Office of Public Affairs
(315) 341-2265
 
June 6, 2001
 
CONTACT: Craig Warkentin, 312-4080
 
OSWEGO PROFESSOR'S BOOK EXAMINES
GLOBAL CIVIL SOCIETY, POLITICS
OSWEGO -- A new player has emerged on the world stage in recent years -- the individual citizen. So argues Dr. Craig Warkentin of SUNY Oswego's political science faculty in his new book, "Reshaping World Politics," published in May by Rowman and Littlefield Publishers.
"Individual people can affect international politics," he says. "Usually states and governments make change in world politics, and the point here is that individual people can."
Their power is emerging from the expansion of civil society across national borders, abetted by progressive non-governmental organizations, such as Amnesty International, and by the Internet, Warkentin says.
Civil society is the network of social relations that exist at the level between the individual and the government. "We participate in civil society when we help Habitat for Humanity build a house in our home town, join other members of a fraternity or sorority in supporting a local literacy project, promote an upcoming demonstration on campus, support a union with membership dues, volunteer to campaign for a political candidate or just talk about politics with friends," Warkentin writes.
Non-governmental organizations, known as NGOs, have memberships that cross national borders and are "one type of civil society actor," he says.
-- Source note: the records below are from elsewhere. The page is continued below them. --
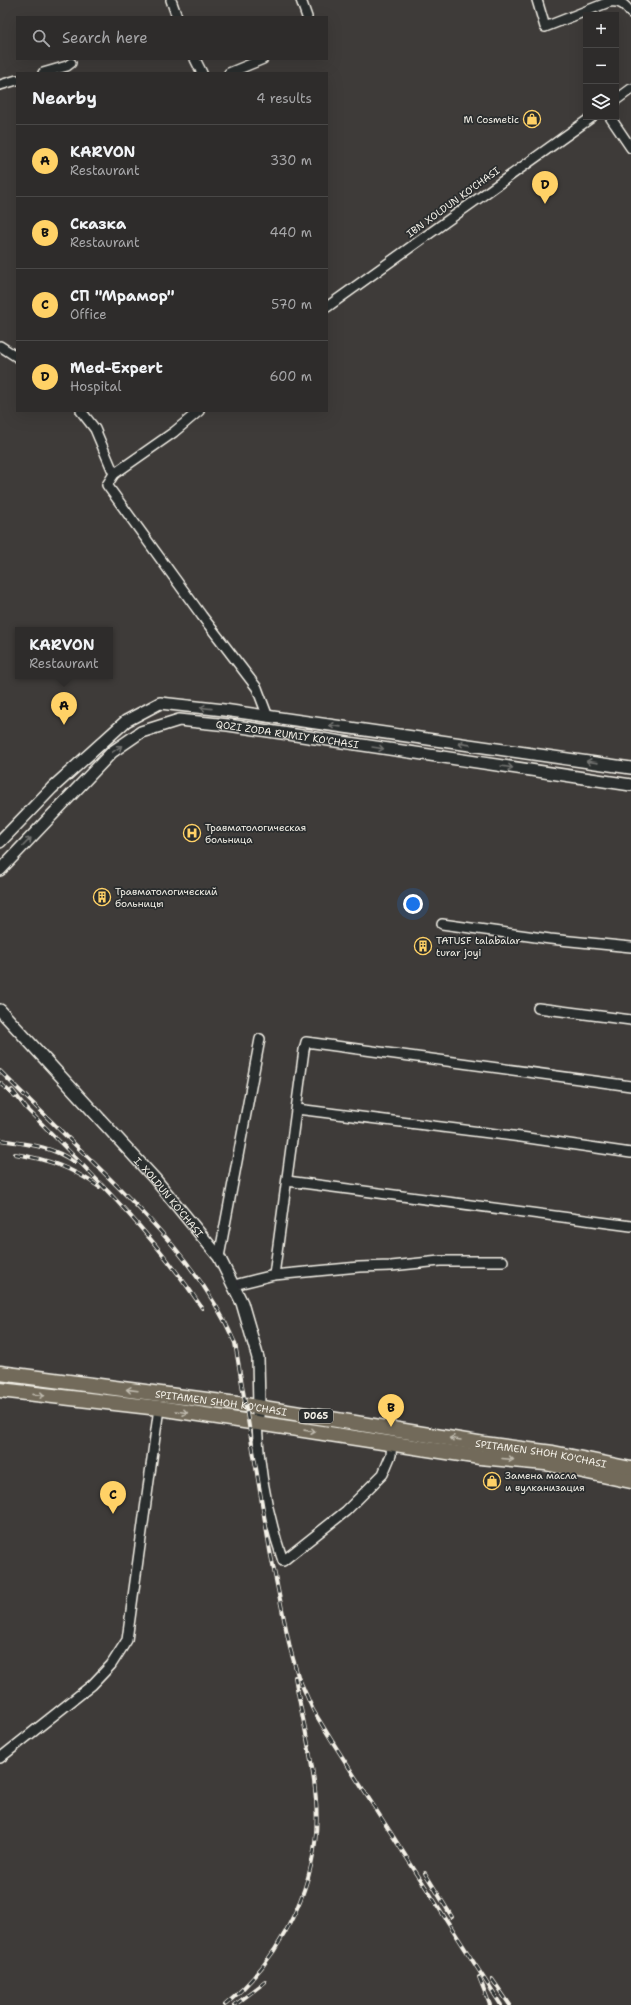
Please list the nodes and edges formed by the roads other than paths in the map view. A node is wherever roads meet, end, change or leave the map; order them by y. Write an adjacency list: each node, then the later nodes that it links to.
1 (171, 0): 5 (street)
2 (301, 0): 6 (street)
3 (537, 0): 4 (street)
4 (631, 13)
5 (177, 16)
6 (307, 16)
7 (196, 60): 11 (street)
8 (261, 60): 12 (street)
9 (71, 63): 10 (street)
10 (46, 72)
11 (202, 72)
12 (231, 72)
13 (16, 80): 14 (street)
14 (0, 85)
15 (631, 89): 16 (street)
16 (619, 98)
17 (588, 120): 20 (street, IBN XOLDUN KO'CHASI)
18 (612, 120): 19 (street)
19 (631, 148)
20 (328, 306)
21 (0, 346): 22 (street)
22 (16, 356)
23 (82, 412): 25 (street)
24 (199, 412): 25 (street)
25 (114, 474): 26 (street)
26 (268, 717): 27 (street, QOZI ZODA RUMIY KO'CHASI, one-way to 26); 29 (street, QOZI ZODA RUMIY KO'CHASI, one-way to 29)
27 (631, 768)
28 (631, 785): 30 (street, QOZI ZODA RUMIY KO'CHASI, one-way to 28)
29 (0, 842)
30 (0, 870)
31 (442, 924): 32 (street)
32 (631, 947)
33 (538, 1008): 35 (street)
34 (0, 1010): 42 (street, I. XOLDUN KO'CHASI)
35 (631, 1020)
36 (260, 1039): 42 (street)
37 (631, 1086): 38 (street)
38 (297, 1109): 39 (street); 40 (street)
39 (631, 1153)
40 (287, 1181): 41 (street); 44 (street)
41 (631, 1226)
42 (219, 1257): 45 (street, I. XOLDUN KO'CHASI)
43 (503, 1261): 44 (street)
44 (274, 1276): 45 (street)
45 (234, 1285): 48 (street, I. XOLDUN KO'CHASI)
46 (0, 1373): 48 (main road, SPITAMEN SHOH KO'CHASI / D065, one-way to 46)
47 (0, 1390): 49 (main road, SPITAMEN SHOH KO'CHASI / D065, one-way to 49)
48 (259, 1407): 50 (street, I. XOLDUN KO'CHASI); 52 (main road, SPITAMEN SHOH KO'CHASI / D065, one-way to 48)
49 (159, 1408): 50 (main road, SPITAMEN SHOH KO'CHASI / D065, one-way to 50); 54 (street)
50 (257, 1424): 51 (main road, SPITAMEN SHOH KO'CHASI / D065, one-way to 51); 51 (street)
51 (392, 1443): 53 (main road, SPITAMEN SHOH KO'CHASI / D065, one-way to 53)
52 (631, 1469)
53 (631, 1481)
54 (14, 1747): 55 (street); 56 (street)
55 (0, 1754)
56 (0, 1758)

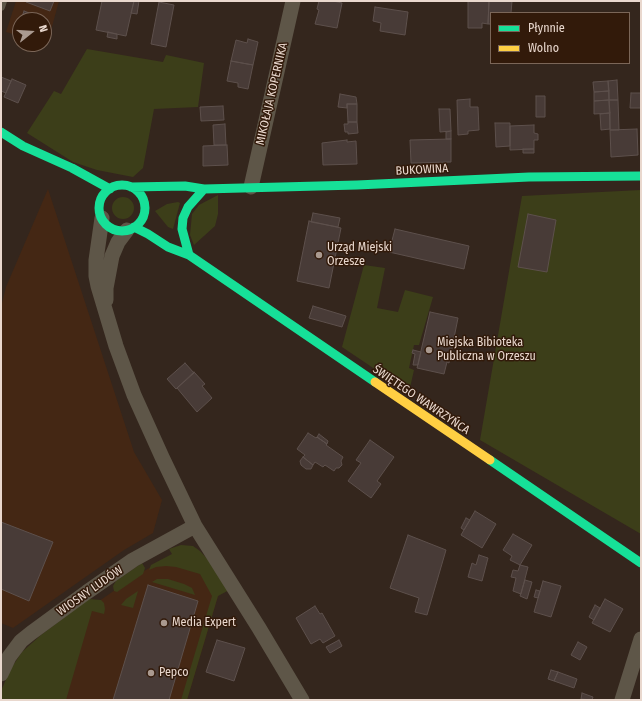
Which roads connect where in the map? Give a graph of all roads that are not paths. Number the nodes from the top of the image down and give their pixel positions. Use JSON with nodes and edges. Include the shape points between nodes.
{"nodes":[{"id":1,"x":4,"y":1,"type":"edge"},
{"id":2,"x":293,"y":1,"type":"edge"},
{"id":3,"x":1,"y":7,"type":"edge"},
{"id":4,"x":1,"y":132,"type":"edge"},
{"id":5,"x":23,"y":146,"type":"junction"},
{"id":6,"x":54,"y":170,"type":"dead end"},
{"id":7,"x":641,"y":176,"type":"edge"},
{"id":8,"x":131,"y":187,"type":"junction"},
{"id":9,"x":251,"y":187,"type":"junction"},
{"id":10,"x":110,"y":189,"type":"junction"},
{"id":11,"x":204,"y":189,"type":"junction"},
{"id":12,"x":186,"y":195,"type":"dead end"},
{"id":13,"x":92,"y":199,"type":"dead end"},
{"id":14,"x":101,"y":212,"type":"junction"},
{"id":15,"x":130,"y":229,"type":"junction"},
{"id":16,"x":175,"y":237,"type":"dead end"},
{"id":17,"x":189,"y":255,"type":"junction"},
{"id":18,"x":105,"y":311,"type":"junction"},
{"id":19,"x":195,"y":526,"type":"junction"},
{"id":20,"x":641,"y":563,"type":"edge"},
{"id":21,"x":641,"y":639,"type":"edge"},
{"id":22,"x":1,"y":674,"type":"edge"},
{"id":23,"x":302,"y":700,"type":"edge"},
{"id":24,"x":622,"y":700,"type":"edge"}],
"edges":[{"from":1,"to":3,"type":"lane"},
{"from":2,"to":9,"type":"street","name":"MIKOŁAJA KOPERNIKA"},
{"from":4,"to":5,"type":"street"},
{"from":5,"to":6,"type":"street"},
{"from":5,"to":10,"type":"street"},
{"from":7,"to":9,"type":"street","name":"BUKOWINA","via":[[529,177],[350,186]]},
{"from":8,"to":10,"type":"street","via":[[118,186]]},
{"from":8,"to":11,"type":"street","name":"BUKOWINA","via":[[185,186]]},
{"from":8,"to":15,"type":"street","via":[[141,194],[147,211],[140,222]]},
{"from":9,"to":11,"type":"street","name":"BUKOWINA"},
{"from":10,"to":14,"type":"street","via":[[102,198]]},
{"from":11,"to":12,"type":"street","name":"BUKOWINA"},
{"from":11,"to":17,"type":"street","via":[[188,207],[183,218],[182,230]]},
{"from":13,"to":14,"type":"street"},
{"from":14,"to":15,"type":"street","via":[[110,228]]},
{"from":14,"to":18,"type":"street","via":[[95,267]]},
{"from":15,"to":17,"type":"street","name":"ŚWIĘTEGO WAWRZYŃCA","via":[[148,234],[168,247]]},
{"from":15,"to":18,"type":"street","via":[[118,242],[110,263]]},
{"from":16,"to":17,"type":"street","name":"ŚWIĘTEGO WAWRZYŃCA"},
{"from":17,"to":20,"type":"street","name":"ŚWIĘTEGO WAWRZYŃCA"},
{"from":18,"to":19,"type":"street","via":[[134,395]]},
{"from":19,"to":22,"type":"street","name":"WIOSNY LUDÓW","via":[[133,560],[21,641]]},
{"from":19,"to":23,"type":"street"},
{"from":21,"to":24,"type":"street"}]}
Their numbers have exploded in recent years.
Warkentin's book examines eight such organizations -- including Greenpeace and Oxfam -- and how they have helped create a global civil society that empowers individual citizens at the international level.
"Their activities help establish social connections across borders," he says. As people interact with one another through these international networks, their attitudes shift in ways that sometimes impel them to take political action -- by writing their senator or joining a political campaign, he says.
A feature of this growing international political activity by individuals is that it tends to be progressive, clustering around issues like social justice, nonviolence, human rights and the environment.
"This idea of a civil society is a progressive idea," Warkentin explains. "Conservative groups tend not to move in an inclusive direction" and "they don't connect as much on an international scale," he says.
However, once the network of relations is established, all kinds of groups plug into them and use them. "Conservative groups use them to pursue their political agendas," Warkentin says.
"Reshaping World Politics" began as Warkentin's doctoral dissertation at the University of Kentucky. Warkentin joined Oswego's political science department as an assistant professor in 1999. He sees the main audience for his book as students in college courses on international politics, such as the course on "Global Activism" he will teach at Oswego in the fall.